Over the years Ed was also in demand for advertising campaigns for brands such as Dunlop, Renault, Alka Seltzer, Dewar’s Whisky and Walkers. Most recently, his cartoons were used for a series of London Underground posters for Timothy Taylor’s Brewery.
He received many awards, including illustrative cartoonist of the year (1980) and advertising cartoonist of the year (1982) from the Cartoonists’ Club of Great Britain, and gag cartoonist of the year twice (1982 and 1997) from the Cartoon Art Trust, which also presented him with a lifetime achievement award in 2011. In 2016, he was given an honorary doctorate from the University of Leicester.
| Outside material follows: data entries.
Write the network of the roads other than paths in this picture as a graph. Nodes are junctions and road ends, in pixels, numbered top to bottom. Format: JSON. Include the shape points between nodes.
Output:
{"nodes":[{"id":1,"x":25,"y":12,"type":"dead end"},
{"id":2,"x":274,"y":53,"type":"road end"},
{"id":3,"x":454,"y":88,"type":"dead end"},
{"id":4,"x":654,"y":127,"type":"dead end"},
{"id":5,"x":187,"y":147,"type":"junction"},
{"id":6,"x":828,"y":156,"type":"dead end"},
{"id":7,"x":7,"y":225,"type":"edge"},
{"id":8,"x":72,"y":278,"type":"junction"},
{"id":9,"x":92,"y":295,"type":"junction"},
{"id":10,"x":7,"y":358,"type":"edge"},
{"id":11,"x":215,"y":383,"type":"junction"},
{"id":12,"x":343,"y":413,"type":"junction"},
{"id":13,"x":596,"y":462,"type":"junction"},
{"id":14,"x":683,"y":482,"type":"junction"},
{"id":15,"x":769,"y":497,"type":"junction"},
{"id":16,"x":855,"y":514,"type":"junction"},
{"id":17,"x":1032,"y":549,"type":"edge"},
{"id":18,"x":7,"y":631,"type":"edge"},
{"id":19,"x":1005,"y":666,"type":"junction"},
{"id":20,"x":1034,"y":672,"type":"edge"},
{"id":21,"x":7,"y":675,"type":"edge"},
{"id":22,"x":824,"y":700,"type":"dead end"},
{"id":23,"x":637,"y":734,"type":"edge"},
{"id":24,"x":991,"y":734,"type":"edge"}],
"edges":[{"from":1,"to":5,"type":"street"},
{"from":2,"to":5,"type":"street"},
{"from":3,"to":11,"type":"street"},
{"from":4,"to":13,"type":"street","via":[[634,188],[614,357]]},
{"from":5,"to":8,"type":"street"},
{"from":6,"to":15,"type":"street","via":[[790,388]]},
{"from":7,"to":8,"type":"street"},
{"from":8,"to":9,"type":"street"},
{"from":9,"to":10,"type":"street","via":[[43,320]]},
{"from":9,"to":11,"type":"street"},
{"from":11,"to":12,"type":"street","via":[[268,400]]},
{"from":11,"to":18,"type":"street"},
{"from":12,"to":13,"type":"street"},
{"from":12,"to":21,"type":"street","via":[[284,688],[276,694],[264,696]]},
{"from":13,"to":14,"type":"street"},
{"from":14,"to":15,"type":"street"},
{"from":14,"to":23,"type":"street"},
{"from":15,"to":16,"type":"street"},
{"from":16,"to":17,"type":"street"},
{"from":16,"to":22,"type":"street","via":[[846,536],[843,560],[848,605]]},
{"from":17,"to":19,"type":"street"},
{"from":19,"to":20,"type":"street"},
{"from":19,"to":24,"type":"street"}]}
Across the span of his 60-year career, Ed’s style of drawing, a confident ink line and a monochrome wash on artist’s board, remained remarkably consistent. Later in his career, he began to add colour, working skilfully in watercolour on a scale much larger than his cartoons would be reproduced in print. While much of the detail would be lost when the cartoons were shrunk down for reproduction in magazines, when the originals began to be exhibited in a gallery setting – and in the Chris Beetles gallery, of which I am director, from 2001 – his expertise in these mediums could be truly appreciated.
Ed continued to draw cartoons up until his death. In one of his final cartoons, for Private Eye, taste testers at a crisp factory lament their new range of extra crispy snacks, which are so crunchy they have caused one of their colleagues to explode.
He is survived by his wife, Shirley (nee Gerrard), whom he married in 1964, their daughters, Danielle, Joelle and Aimee, and son, Alex, and by four grandchildren.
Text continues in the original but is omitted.